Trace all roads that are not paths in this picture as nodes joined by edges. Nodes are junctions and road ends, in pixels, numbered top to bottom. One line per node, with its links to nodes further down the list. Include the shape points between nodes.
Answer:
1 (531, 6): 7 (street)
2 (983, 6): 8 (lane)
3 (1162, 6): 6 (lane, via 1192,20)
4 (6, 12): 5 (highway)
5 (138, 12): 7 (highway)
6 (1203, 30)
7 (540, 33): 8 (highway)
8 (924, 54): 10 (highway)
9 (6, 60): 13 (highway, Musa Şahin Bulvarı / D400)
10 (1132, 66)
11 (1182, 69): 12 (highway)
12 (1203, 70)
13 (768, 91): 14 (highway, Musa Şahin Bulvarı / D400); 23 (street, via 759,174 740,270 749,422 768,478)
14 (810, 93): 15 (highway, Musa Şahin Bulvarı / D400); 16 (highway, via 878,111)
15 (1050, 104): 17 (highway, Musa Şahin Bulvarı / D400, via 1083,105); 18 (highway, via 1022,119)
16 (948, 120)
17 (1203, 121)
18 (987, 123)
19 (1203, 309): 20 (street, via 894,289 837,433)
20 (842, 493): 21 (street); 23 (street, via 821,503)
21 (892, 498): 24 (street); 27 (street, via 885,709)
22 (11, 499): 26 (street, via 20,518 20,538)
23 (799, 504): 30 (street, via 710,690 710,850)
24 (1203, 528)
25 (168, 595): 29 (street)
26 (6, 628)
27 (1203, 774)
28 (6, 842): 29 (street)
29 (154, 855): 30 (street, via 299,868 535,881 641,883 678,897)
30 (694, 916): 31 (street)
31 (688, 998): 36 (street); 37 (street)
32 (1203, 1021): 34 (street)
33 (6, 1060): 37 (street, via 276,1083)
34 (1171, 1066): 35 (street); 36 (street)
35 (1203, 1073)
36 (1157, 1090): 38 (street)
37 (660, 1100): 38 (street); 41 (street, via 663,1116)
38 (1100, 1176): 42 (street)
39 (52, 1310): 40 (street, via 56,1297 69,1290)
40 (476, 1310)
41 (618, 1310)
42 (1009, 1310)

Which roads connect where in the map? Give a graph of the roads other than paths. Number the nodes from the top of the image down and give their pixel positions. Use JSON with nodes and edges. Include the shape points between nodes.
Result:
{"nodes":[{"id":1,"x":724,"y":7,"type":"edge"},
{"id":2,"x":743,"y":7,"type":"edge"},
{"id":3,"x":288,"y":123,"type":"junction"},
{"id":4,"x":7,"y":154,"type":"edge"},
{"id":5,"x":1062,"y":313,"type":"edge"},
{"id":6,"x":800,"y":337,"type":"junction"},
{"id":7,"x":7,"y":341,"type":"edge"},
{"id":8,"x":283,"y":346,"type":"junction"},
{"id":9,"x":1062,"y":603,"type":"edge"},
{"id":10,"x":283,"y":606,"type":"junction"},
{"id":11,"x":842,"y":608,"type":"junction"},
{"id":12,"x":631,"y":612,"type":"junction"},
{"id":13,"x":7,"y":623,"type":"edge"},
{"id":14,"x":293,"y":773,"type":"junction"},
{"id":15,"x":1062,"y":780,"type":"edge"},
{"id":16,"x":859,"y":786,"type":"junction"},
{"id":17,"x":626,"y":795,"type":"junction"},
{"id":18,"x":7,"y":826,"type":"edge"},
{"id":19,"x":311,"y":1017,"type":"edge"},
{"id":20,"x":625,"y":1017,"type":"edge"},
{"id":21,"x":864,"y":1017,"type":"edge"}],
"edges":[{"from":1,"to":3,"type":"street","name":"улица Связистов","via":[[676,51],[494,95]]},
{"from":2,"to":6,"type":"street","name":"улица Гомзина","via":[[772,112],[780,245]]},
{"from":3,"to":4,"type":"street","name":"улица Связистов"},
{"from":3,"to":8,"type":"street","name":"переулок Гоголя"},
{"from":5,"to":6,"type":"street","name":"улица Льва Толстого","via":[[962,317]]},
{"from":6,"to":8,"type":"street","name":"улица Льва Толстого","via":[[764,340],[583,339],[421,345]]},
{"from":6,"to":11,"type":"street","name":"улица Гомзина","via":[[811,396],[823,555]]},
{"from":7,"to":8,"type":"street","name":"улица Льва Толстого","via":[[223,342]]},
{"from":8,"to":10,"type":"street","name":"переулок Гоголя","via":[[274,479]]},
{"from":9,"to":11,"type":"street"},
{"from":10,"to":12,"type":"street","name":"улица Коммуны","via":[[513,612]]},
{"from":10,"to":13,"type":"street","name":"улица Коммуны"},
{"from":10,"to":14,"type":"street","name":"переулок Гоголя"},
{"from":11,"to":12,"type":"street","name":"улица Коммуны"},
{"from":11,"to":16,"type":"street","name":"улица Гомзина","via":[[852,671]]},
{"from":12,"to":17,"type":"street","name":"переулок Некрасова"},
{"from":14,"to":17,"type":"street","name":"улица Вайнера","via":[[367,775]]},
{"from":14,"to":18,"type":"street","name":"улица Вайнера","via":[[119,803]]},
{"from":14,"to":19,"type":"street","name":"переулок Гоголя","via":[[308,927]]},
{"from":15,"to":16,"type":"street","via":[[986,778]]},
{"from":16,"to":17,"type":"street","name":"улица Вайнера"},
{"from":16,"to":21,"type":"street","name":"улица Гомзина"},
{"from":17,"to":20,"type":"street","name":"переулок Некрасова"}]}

◇ ◇ ◇ ◇ ◇

**HOW TO COMPLETE THIS TASK**.
Looking at the data above, show all lines where the word "roads" occurs.

**ANSWER FOR THE TASK**.
Trace all roads that are not paths in this picture as nodes joined by edges. Nodes are junctions and road ends, in pixels, numbered top to bottom. One line per node, with its links to nodes further down the list. Include the shape points between nodes.
Which roads connect where in the map? Give a graph of the roads other than paths. Number the nodes from the top of the image down and give their pixel positions. Use JSON with nodes and edges. Include the shape points between nodes.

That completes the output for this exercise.